Wer Sevilla nicht gesehen hat, hat kein Wunder gesehen!" und "Sevilla, qué maravilla!" sagt man seit 1503. Damals begann das Handelsmonopol der Stadt für sämtliche Schätze aus dem neu entdeckten Amerika. Die mit dem Gold aus der Neuen Welt beladenen Galeeren segelten den Guadalquivir hinauf, den "großen Fluß" Wadi-al-Kebir der Mauren. Im Flußhafen, dem bedeutendsten des damaligen Europa, mußten alle Einfuhren verzollt werden. Prächtige Bauten entstanden im "barocken und narzistischen Sevilla". Doch im 18. Jahrhundert versandete der Fluß, die liberalen Bourbonen hoben das Handelsmonopol auf und der Abstieg begann.

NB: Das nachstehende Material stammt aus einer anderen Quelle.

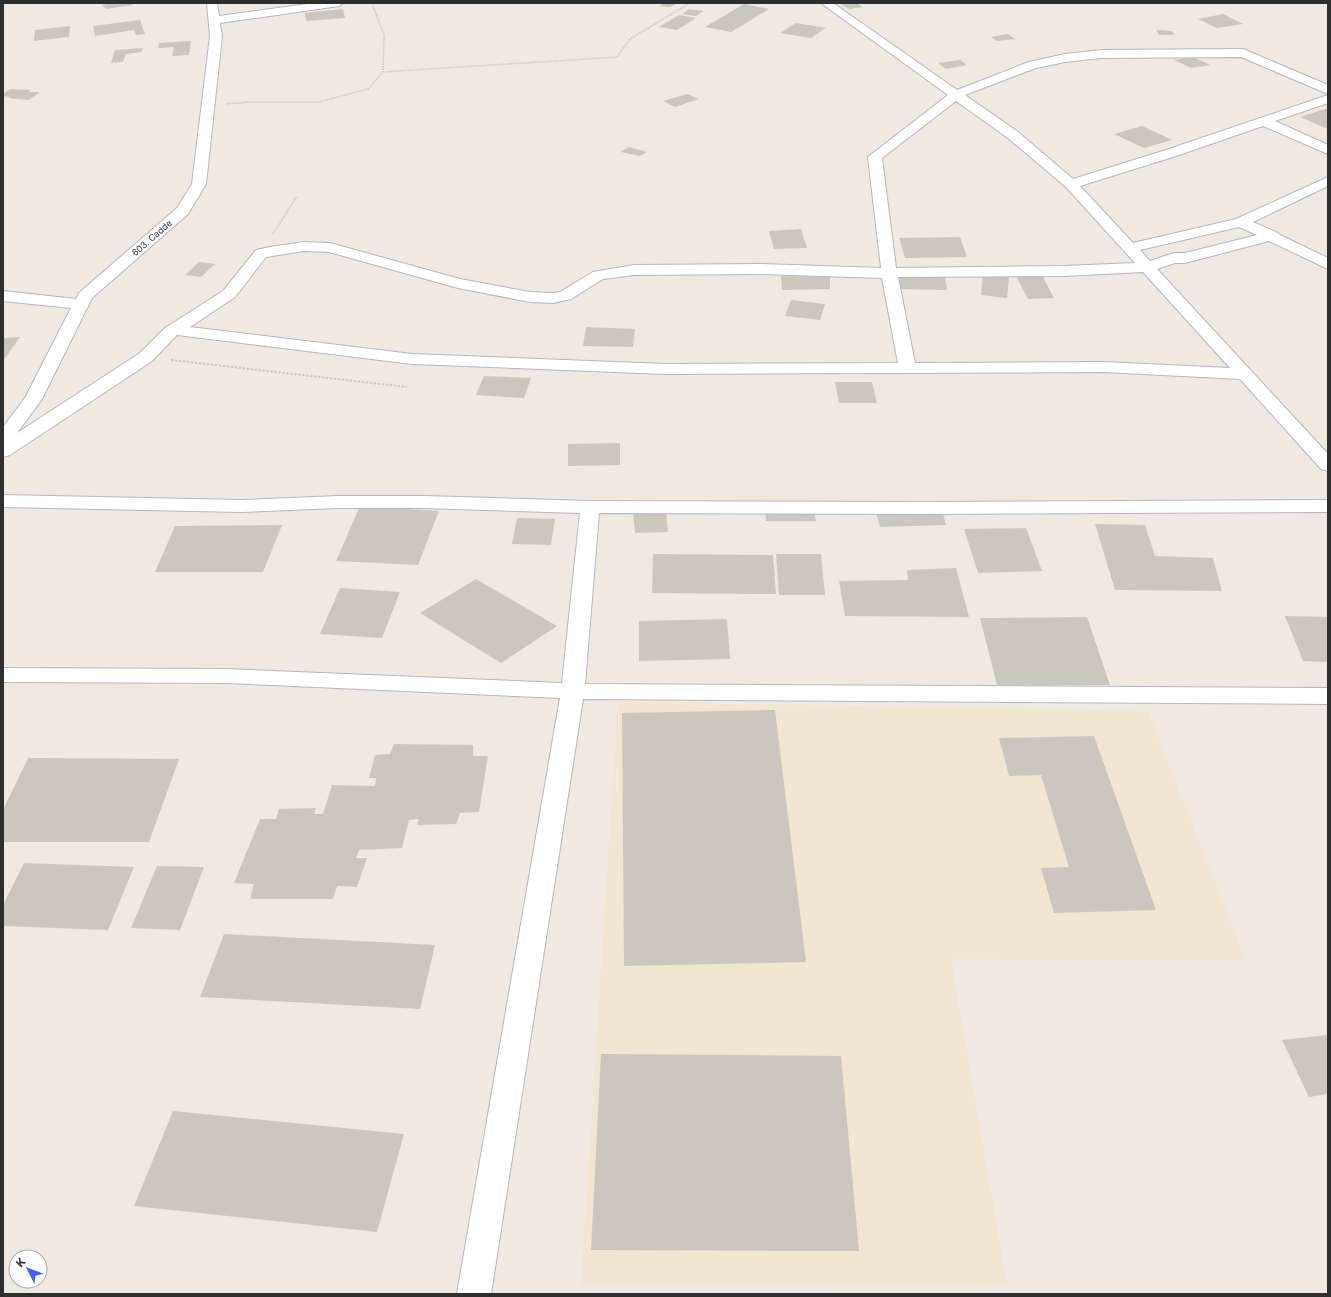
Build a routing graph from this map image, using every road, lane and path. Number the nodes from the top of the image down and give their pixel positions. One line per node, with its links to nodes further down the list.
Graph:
1 (212, 3): 7 (street, 603. Cadde)
2 (339, 3): 6 (street)
3 (372, 3): 8 (path)
4 (690, 3): 8 (path)
5 (826, 3): 10 (street)
6 (305, 5): 7 (street)
7 (214, 20): 12 (street, 603. Cadde)
8 (383, 72): 12 (path)
9 (1328, 90): 10 (street)
10 (957, 94): 16 (street); 24 (street)
11 (1328, 99): 13 (street)
12 (208, 105): 26 (street, 603. Cadde)
13 (1264, 121): 14 (street); 16 (street)
14 (1328, 150)
15 (1328, 181): 18 (street)
16 (1071, 184): 20 (street)
17 (297, 196): 21 (path)
18 (1241, 222): 19 (street); 20 (street)
19 (1273, 236): 22 (street); 23 (street)
20 (1130, 248): 23 (street)
21 (261, 253): 24 (street); 27 (street)
22 (1328, 264)
23 (1147, 266): 24 (street); 30 (street)
24 (889, 273): 29 (street)
25 (3, 296): 26 (street)
26 (81, 304): 32 (street, 603. Cadde)
27 (174, 330): 28 (street); 29 (street)
28 (146, 357): 31 (path); 33 (street)
29 (908, 368): 30 (street)
30 (1245, 374): 34 (street)
31 (407, 387)
32 (3, 440)
33 (3, 451)
34 (1328, 465)
35 (3, 501): 37 (street)
36 (1328, 506): 37 (street)
37 (590, 507): 39 (street)
38 (3, 675): 39 (street)
39 (573, 691): 40 (street); 41 (street)
40 (1328, 696)
41 (474, 1294)

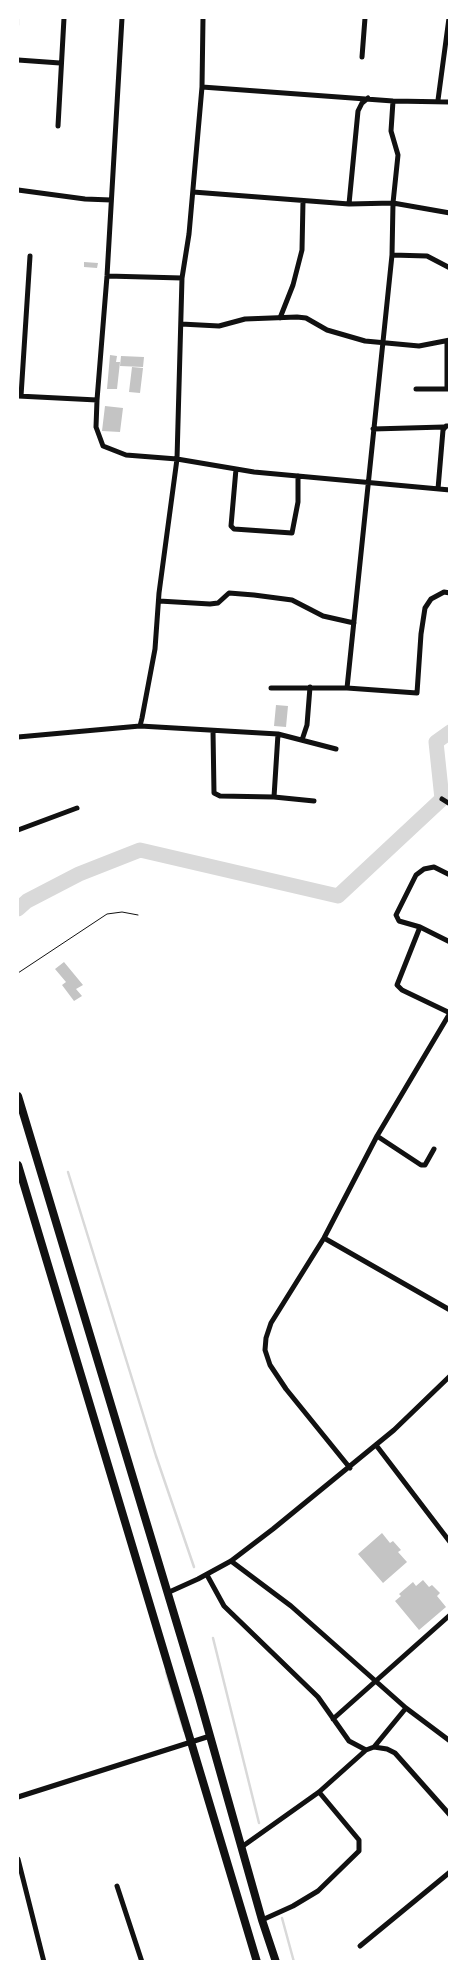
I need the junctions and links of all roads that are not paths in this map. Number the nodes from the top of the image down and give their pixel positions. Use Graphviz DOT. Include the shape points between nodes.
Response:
graph roads {
  1 [pos="64,18"];
  2 [pos="122,18"];
  3 [pos="195,18"];
  4 [pos="203,18"];
  5 [pos="366,18"];
  6 [pos="449,18"];
  7 [pos="362,58"];
  8 [pos="18,60"];
  9 [pos="60,63"];
  10 [pos="202,87"];
  11 [pos="368,98"];
  12 [pos="438,100"];
  13 [pos="393,101"];
  14 [pos="450,102"];
  15 [pos="58,126"];
  16 [pos="18,190"];
  17 [pos="193,192"];
  18 [pos="111,200"];
  19 [pos="303,200"];
  20 [pos="393,203"];
  21 [pos="350,204"];
  22 [pos="450,213"];
  23 [pos="392,255"];
  24 [pos="30,256"];
  25 [pos="450,268"];
  26 [pos="107,276"];
  27 [pos="182,278"];
  28 [pos="280,318"];
  29 [pos="181,324"];
  30 [pos="448,340"];
  31 [pos="382,343"];
  32 [pos="416,389"];
  33 [pos="448,389"];
  34 [pos="19,396"];
  35 [pos="97,400"];
  36 [pos="447,427"];
  37 [pos="373,429"];
  38 [pos="177,459"];
  39 [pos="236,469"];
  40 [pos="298,476"];
  41 [pos="368,482"];
  42 [pos="438,488"];
  43 [pos="450,490"];
  44 [pos="450,592"];
  45 [pos="159,601"];
  46 [pos="354,623"];
  47 [pos="310,687"];
  48 [pos="271,688"];
  49 [pos="348,688"];
  50 [pos="140,726"];
  51 [pos="213,731"];
  52 [pos="278,734"];
  53 [pos="18,737"];
  54 [pos="302,740"];
  55 [pos="336,749"];
  56 [pos="274,797"];
  57 [pos="442,799"];
  58 [pos="314,801"];
  59 [pos="450,804"];
  60 [pos="77,808"];
  61 [pos="18,830"];
  62 [pos="450,874"];
  63 [pos="420,927"];
  64 [pos="450,942"];
  65 [pos="18,1096"];
  66 [pos="377,1136"];
  67 [pos="434,1149"];
  68 [pos="18,1166"];
  69 [pos="324,1238"];
  70 [pos="450,1310"];
  71 [pos="450,1376"];
  72 [pos="376,1445"];
  73 [pos="350,1468"];
  74 [pos="447,1534"];
  75 [pos="450,1542"];
  76 [pos="231,1561"];
  77 [pos="207,1575"];
  78 [pos="166,1593"];
  79 [pos="450,1615"];
  80 [pos="376,1680"];
  81 [pos="406,1708"];
  82 [pos="333,1719"];
  83 [pos="210,1736"];
  84 [pos="450,1741"];
  85 [pos="192,1742"];
  86 [pos="374,1747"];
  87 [pos="366,1750"];
  88 [pos="319,1792"];
  89 [pos="18,1797"];
  90 [pos="450,1815"];
  91 [pos="243,1846"];
  92 [pos="18,1859"];
  93 [pos="450,1872"];
  94 [pos="117,1886"];
  95 [pos="262,1920"];
  96 [pos="360,1946"];
  97 [pos="44,1962"];
  98 [pos="142,1962"];
  99 [pos="258,1962"];
  100 [pos="276,1962"];
  1 -- 9 [label="street"];
  2 -- 18 [label="street"];
  3 -- 4 [label="street"];
  4 -- 10 [label="street"];
  5 -- 7 [label="street"];
  6 -- 12 [label="street"];
  8 -- 9 [label="street"];
  9 -- 15 [label="street"];
  10 -- 11 [label="street"];
  10 -- 17 [label="street"];
  11 -- 13 [label="street"];
  11 -- 21 [label="street" via="358,111"];
  12 -- 13 [label="street"];
  12 -- 14 [label="street"];
  13 -- 20 [label="street" via="391,131 398,155"];
  16 -- 18 [label="street"];
  17 -- 19 [label="street"];
  17 -- 27 [label="street"];
  18 -- 26 [label="street"];
  19 -- 21 [label="street"];
  19 -- 28 [label="street" via="302,250"];
  20 -- 21 [label="street"];
  20 -- 22 [label="street"];
  20 -- 23 [label="street"];
  23 -- 25 [label="street" via="426,256"];
  23 -- 31 [label="street"];
  24 -- 34 [label="street"];
  26 -- 27 [label="street"];
  26 -- 35 [label="street"];
  27 -- 29 [label="street"];
  28 -- 29 [label="street" via="265,316 218,326"];
  28 -- 31 [label="street" via="306,318 317,326 345,336"];
  29 -- 38 [label="street"];
  30 -- 31 [label="street" via="419,346"];
  30 -- 33 [label="street"];
  31 -- 37 [label="street"];
  32 -- 33 [label="street"];
  34 -- 35 [label="street"];
  35 -- 38 [label="street" via="96,428 103,446 126,455"];
  36 -- 37 [label="street"];
  36 -- 42 [label="street"];
  37 -- 41 [label="street"];
  38 -- 39 [label="street"];
  38 -- 45 [label="street"];
  39 -- 40 [label="street"];
  39 -- 40 [label="street" via="231,526 234,529 292,533 298,502"];
  40 -- 41 [label="street"];
  41 -- 42 [label="street"];
  41 -- 46 [label="street"];
  42 -- 43 [label="street"];
  44 -- 49 [label="street" via="430,599 426,608 417,693"];
  45 -- 46 [label="street" via="210,604 218,603 229,593 254,595 292,600 323,616"];
  45 -- 50 [label="street" via="155,649"];
  46 -- 49 [label="street"];
  47 -- 48 [label="street"];
  47 -- 49 [label="street"];
  47 -- 54 [label="street" via="307,725"];
  50 -- 51 [label="street"];
  50 -- 53 [label="street"];
  51 -- 52 [label="street"];
  51 -- 56 [label="street" via="214,793 220,796"];
  52 -- 54 [label="street"];
  52 -- 56 [label="street"];
  54 -- 55 [label="street"];
  56 -- 58 [label="street"];
  57 -- 59 [label="street"];
  60 -- 61 [label="street"];
  62 -- 63 [label="street" via="434,867 416,875 396,915 399,922"];
  63 -- 64 [label="street"];
  63 -- 66 [label="street" via="397,985 450,1013"];
  65 -- 78 [label="highway"];
  66 -- 67 [label="street" via="421,1165 425,1165"];
  66 -- 69 [label="street"];
  68 -- 85 [label="highway"];
  69 -- 70 [label="street"];
  69 -- 73 [label="street" via="271,1323 265,1350 270,1365 286,1389"];
  71 -- 72 [label="street"];
  72 -- 73 [label="street"];
  72 -- 74 [label="street"];
  73 -- 76 [label="street"];
  74 -- 75 [label="street"];
  76 -- 77 [label="street"];
  76 -- 80 [label="street" via="291,1606"];
  77 -- 78 [label="street"];
  77 -- 82 [label="street" via="224,1606 318,1697"];
  78 -- 83 [label="highway"];
  79 -- 80 [label="street"];
  80 -- 81 [label="street"];
  80 -- 82 [label="street"];
  81 -- 84 [label="street"];
  81 -- 86 [label="street"];
  82 -- 87 [label="street" via="349,1740"];
  83 -- 85 [label="street"];
  83 -- 91 [label="highway"];
  85 -- 89 [label="street"];
  85 -- 99 [label="highway"];
  86 -- 87 [label="street"];
  86 -- 90 [label="street" via="395,1753"];
  87 -- 88 [label="street"];
  88 -- 91 [label="street"];
  88 -- 95 [label="street" via="359,1840 359,1851 318,1891"];
  91 -- 95 [label="highway"];
  92 -- 97 [label="street"];
  93 -- 96 [label="street"];
  94 -- 98 [label="street"];
  95 -- 100 [label="highway"];
}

 Eine neue Attraktion mußte her. Daher organisierten ein Baske und ein Katalane 1847 einen großen Getreide- und Viehmarkt, der von nun an jährlich stattfand. Die weitere Entwicklung war wie so vieles ein Ergebnis weiblicher Logik. Die daheimgebliebenen Ehefrauen der Händler wollten ihre Männer nicht den lauschigen Tavernen, handlesenden Zigeunerinnen, verführerischen Damen leichten Lebenswandels und anderen das häusliche Glück gefährdenden Messe-Versuchungen allein aussetzen. Vielleicht langweilten sie sich auch ein wenig in ihren Häusern in Santa Cruz. Und so schufen sie sich und ihren Familien kleine Markt-Residenzen in Form von luftigen runden Zelten mit spitzen Dächern. Dort fand neben dem geschäftlichen auch ein gesellschaftlicher Teil der Verkaufsmesse statt.

 Den Markt gibt es schon lange nicht mehr. Aber wenn mit Ablauf der Karwoche die Statuen von Christus, Maria, die schweren Pasos, Tragebühnen mit Passionsszenen nach ihren nächtlichen Runden durch die engen Gassen in die Kirchen zurückkehren, ihre Träger ermattet entlassen werden, die nazarenos, Mitglieder der religiösen Bruderschaften, ihre an Klu-Klux-Klan-Kluften erinnernden Kapuzenmäntel bis zum nächsten Jahr einmotten, laufen schon die Vorbereitungen für das größte und schönste Fest Spaniens auf vollen Touren. Eine Woche nach Ostern beginnt dann die Feria de Avril. Auf dem Festgelände von einem Quadratkilometer werden über 1.400 "casetas", Zelte von 4x8 m oder mehr aufgebaut. Um Platz zu sparen, sind sie heute nicht mehr rund sondern viereckig. Aber sie haben immer noch ein spitzes Dach mit einer Malerei, einem Namen, einer Nummer. Innen sind sie liebevoll als Sommerhaus dekoriert mit weißen Gardinen, Spiegeln, schönen Bildern, Blumen, edlen Lampen, kleinen Tischen und vor allem sehr vielen Stühlen. Denn es wird hier voll während der Feria. Die Mieter: große Firmen, Weingüter, Freundeskreise von einem Dutzend Familien und mehr empfangen ihre Bekannten, laden sie zum Trinken, Essen, Plaudern, Singen und Tanzen ein. Besonders zum Tanzen - bis zu 18 Stunden am Tag.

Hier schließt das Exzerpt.